Brain activation in response to words differed depending upon the word content. For the word “hello,” brain activity was found in the right inferior parietal lobe, left superior temporal gyrus, and right dorsolateral portion of superior frontal gyrus. When she was presented with her own name, brain activation was found in the right superior frontal lobe, specifically the orbital portion and the right dorsolateral region. The greatest activation occurred when numbers were presented, with reliable findings in the right medial portion of prefrontal gyrus; bilateral anterior cingulate; bilateral precuneus; and bilateral portions of frontal gyrus, including precentral, paracentral, and postcentral regions. Overall, brain activation was found in response to words spoken to a sedated child with autistic spectrum disorder.

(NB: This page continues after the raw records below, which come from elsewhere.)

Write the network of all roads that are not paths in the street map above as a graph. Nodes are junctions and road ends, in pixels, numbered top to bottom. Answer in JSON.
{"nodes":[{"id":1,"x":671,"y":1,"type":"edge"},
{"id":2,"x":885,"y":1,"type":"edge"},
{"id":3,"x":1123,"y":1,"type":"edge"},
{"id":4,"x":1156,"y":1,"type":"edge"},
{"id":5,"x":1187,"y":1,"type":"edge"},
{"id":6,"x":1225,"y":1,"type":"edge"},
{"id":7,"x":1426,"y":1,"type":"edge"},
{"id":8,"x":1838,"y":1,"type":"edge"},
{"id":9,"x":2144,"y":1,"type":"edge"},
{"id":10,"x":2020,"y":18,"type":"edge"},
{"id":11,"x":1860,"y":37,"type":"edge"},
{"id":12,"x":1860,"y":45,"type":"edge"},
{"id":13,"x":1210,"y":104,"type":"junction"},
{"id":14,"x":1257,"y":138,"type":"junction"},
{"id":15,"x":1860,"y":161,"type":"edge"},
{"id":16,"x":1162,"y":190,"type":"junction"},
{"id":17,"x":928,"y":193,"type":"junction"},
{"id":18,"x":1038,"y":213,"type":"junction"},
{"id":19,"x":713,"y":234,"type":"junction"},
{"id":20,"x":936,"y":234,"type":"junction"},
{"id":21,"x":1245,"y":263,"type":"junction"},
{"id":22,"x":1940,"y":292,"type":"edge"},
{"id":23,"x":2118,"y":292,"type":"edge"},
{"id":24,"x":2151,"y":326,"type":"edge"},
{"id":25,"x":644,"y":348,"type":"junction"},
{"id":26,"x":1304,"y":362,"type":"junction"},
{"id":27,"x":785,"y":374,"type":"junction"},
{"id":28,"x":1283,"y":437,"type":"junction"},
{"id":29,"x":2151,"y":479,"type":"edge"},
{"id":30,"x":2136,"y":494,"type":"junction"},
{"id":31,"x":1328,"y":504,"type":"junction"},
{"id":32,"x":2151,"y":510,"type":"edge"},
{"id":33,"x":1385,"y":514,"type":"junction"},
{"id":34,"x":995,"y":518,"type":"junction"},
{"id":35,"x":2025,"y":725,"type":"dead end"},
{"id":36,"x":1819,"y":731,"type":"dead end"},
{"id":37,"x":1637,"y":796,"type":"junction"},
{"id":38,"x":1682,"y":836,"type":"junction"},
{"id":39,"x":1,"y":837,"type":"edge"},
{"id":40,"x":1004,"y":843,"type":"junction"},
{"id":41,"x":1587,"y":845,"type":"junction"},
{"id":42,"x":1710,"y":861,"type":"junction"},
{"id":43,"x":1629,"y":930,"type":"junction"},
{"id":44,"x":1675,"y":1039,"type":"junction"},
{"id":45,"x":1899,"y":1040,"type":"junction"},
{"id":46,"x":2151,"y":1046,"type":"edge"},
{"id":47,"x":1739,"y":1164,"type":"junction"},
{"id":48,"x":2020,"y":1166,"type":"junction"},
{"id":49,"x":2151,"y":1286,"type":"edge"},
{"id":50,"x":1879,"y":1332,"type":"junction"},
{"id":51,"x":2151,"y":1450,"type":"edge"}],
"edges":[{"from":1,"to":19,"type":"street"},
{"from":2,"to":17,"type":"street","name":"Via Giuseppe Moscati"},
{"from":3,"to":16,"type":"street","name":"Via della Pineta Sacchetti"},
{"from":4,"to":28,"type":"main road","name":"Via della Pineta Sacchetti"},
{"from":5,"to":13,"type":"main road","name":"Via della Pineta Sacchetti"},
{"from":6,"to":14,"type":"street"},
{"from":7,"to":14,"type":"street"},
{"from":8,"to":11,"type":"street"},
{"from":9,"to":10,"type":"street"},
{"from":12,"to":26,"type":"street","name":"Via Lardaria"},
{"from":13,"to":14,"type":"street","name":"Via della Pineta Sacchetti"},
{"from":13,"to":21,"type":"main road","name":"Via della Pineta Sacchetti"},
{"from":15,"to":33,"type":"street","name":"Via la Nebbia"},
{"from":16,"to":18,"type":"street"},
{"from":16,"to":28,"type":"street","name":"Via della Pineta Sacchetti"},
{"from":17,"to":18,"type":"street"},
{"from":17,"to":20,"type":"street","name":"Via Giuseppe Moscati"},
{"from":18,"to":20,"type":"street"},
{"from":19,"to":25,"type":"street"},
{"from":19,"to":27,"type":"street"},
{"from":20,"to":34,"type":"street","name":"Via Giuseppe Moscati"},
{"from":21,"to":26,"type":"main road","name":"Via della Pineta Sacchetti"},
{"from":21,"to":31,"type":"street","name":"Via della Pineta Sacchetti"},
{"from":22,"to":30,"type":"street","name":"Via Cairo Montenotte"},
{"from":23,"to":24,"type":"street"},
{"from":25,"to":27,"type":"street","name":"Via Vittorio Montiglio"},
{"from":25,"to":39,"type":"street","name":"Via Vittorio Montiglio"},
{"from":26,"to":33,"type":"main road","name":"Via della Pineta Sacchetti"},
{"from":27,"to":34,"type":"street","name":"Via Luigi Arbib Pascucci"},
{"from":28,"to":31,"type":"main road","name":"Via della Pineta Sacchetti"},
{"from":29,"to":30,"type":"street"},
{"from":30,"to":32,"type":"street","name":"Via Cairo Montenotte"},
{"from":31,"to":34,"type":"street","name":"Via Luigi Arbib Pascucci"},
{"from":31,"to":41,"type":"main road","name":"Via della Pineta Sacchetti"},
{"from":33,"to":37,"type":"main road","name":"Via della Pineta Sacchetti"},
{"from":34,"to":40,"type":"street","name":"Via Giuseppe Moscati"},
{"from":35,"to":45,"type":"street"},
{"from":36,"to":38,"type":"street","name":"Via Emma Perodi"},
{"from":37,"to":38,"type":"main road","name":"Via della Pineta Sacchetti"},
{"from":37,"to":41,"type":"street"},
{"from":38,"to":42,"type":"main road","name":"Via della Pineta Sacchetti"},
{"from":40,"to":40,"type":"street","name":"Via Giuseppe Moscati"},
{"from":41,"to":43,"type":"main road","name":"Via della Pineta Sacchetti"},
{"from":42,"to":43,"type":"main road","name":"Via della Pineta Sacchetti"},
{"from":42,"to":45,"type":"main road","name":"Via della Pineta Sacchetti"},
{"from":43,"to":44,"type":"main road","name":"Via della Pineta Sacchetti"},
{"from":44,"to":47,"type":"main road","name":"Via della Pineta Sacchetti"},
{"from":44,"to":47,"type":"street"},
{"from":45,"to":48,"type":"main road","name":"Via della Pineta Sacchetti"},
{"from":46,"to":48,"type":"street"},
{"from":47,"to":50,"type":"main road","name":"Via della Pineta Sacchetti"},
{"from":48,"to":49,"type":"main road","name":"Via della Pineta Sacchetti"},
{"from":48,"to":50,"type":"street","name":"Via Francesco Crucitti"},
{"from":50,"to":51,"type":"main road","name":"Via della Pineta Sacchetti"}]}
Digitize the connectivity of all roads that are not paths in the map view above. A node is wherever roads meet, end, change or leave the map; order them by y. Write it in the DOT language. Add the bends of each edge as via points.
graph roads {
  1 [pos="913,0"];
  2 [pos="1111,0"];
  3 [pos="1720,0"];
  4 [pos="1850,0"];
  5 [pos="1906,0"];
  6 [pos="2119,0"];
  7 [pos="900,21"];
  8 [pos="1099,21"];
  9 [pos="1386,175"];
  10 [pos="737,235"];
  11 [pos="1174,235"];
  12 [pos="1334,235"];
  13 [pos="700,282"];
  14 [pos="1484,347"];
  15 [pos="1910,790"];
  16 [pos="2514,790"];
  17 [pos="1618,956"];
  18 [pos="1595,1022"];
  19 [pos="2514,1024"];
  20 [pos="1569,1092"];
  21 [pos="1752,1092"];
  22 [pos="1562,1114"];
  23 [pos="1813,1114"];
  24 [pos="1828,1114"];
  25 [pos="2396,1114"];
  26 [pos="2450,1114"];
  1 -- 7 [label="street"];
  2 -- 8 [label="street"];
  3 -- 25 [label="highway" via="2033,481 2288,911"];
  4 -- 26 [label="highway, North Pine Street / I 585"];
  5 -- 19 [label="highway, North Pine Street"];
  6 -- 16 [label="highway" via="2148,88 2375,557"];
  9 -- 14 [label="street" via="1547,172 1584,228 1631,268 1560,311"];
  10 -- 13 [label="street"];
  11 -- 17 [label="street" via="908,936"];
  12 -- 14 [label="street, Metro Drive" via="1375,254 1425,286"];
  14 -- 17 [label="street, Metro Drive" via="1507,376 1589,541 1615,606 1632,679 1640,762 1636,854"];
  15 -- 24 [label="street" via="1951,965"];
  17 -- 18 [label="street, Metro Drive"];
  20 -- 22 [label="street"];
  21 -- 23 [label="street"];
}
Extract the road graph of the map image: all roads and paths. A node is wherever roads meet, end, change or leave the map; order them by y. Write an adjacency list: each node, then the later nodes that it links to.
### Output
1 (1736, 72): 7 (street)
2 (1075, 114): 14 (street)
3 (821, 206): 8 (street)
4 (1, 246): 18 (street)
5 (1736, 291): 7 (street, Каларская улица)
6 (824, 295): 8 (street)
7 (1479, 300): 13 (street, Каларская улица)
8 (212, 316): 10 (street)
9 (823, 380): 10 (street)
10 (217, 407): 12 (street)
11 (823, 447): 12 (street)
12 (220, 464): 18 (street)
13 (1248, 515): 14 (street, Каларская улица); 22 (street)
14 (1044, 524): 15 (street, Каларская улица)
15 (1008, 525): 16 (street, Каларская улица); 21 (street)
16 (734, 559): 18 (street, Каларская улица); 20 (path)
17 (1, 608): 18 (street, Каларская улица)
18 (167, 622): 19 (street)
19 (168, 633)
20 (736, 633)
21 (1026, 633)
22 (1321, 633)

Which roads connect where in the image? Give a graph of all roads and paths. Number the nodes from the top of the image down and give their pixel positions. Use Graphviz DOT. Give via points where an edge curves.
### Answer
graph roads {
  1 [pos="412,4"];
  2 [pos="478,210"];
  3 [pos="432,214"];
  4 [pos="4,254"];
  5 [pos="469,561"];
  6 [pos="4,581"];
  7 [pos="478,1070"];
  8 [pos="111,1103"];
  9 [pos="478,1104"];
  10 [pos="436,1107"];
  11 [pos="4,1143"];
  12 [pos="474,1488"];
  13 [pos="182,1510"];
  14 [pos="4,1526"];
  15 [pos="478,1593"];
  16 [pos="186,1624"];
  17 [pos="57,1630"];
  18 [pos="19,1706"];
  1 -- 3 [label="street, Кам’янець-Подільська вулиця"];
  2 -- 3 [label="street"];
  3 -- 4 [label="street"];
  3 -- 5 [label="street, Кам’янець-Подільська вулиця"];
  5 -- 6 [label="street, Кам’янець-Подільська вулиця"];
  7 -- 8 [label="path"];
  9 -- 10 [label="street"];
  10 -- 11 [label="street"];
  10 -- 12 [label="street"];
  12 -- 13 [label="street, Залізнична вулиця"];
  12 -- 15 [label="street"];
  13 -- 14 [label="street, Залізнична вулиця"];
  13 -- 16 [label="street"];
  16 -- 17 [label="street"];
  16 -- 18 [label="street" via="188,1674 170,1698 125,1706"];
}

Brain activity was highest to numbers, with activation in portions of the frontal lobe, anterior cingulate, and precuneus.

Maltreated Children’s Emotions and Self-Beliefs

Increasingly, clinicians have become aware of the importance of shame and self-blame in the etiology of psychological difficulties in the presence of stressful or traumatic events. Interpersonal conflict, various forms of maltreatment, and other situations in which individuals might feel personal responsibility for the negative events of life, as well as their shame and self-blaming attributions, have been linked to a variety of problems, including depression, hostility, and post-traumatic stress symptoms. The Institute's research program in this area has focused specifically on children and how a child's gender and age impact on shame, self-blame, and emerging behavioral difficulties in response to sexual abuse and other forms of maltreatment, enuresis, and the presence of a sibling with disabilities.

Sexual Abuse and Shame

The experience of shame as a consequence of sexual abuse is a primary mechanism related to subsequent behavioral problems. Our work is directly concerned with attributions as they are related to self-evaluative emotions, especially those attributions made regarding the cause of abuse. We have been able to show relations between sexual abuse, shame, and adjustment in a longitudinal study of sexually abused children aged 8 to 15 years. We examined the relations of severity of sexual abuse, shame, and attribution to symptoms of depression, using risk and protective factors as covariates. Our findings indicate that within six months of the reported abuse, both severity of abuse and shame were related to depressive symptoms. However, by one year after report of the abusive incidents, only the amount of shame was related to depressive symptoms. More importantly, children whose shame stayed the same or increased showed increases in depression.

Maltreatment and Shame

We also have examined shame in relation to other forms of maltreatment, including physically abused and neglected children. The nature of parenting in maltreating families - severely physically punitive and/or psychologically aggressive and rejecting - is hypothesized to affect shame in children. The results of this study and more recent work indicate that maltreated children show less pride when they succeed and more shame when they fail relative to children from the same background who have not been maltreated. Among physically abused children, however, severe punitiveness appears to suppress shame and other emotions, especially in boys. Maltreated girls show more shame when they fail a task and less pride when they succeed compared to nonmaltreated girls. Boys, on the other hand, show a suppression of both shame and pride. These sex differences have important implications for behavioral therapy with these children since for girls maltreatment might result in depression, whereas for boys maltreatment might result in a suppression of emotion in general and, potentially, in an increase in aggression, since boys are not constrained by feelings of shame, guilt, or regret. Observations of these boys do indicate higher amounts of behaviors such as throwing or roughly pushing the test materials away, verbally aggressive statements and, occasionally, angry faces.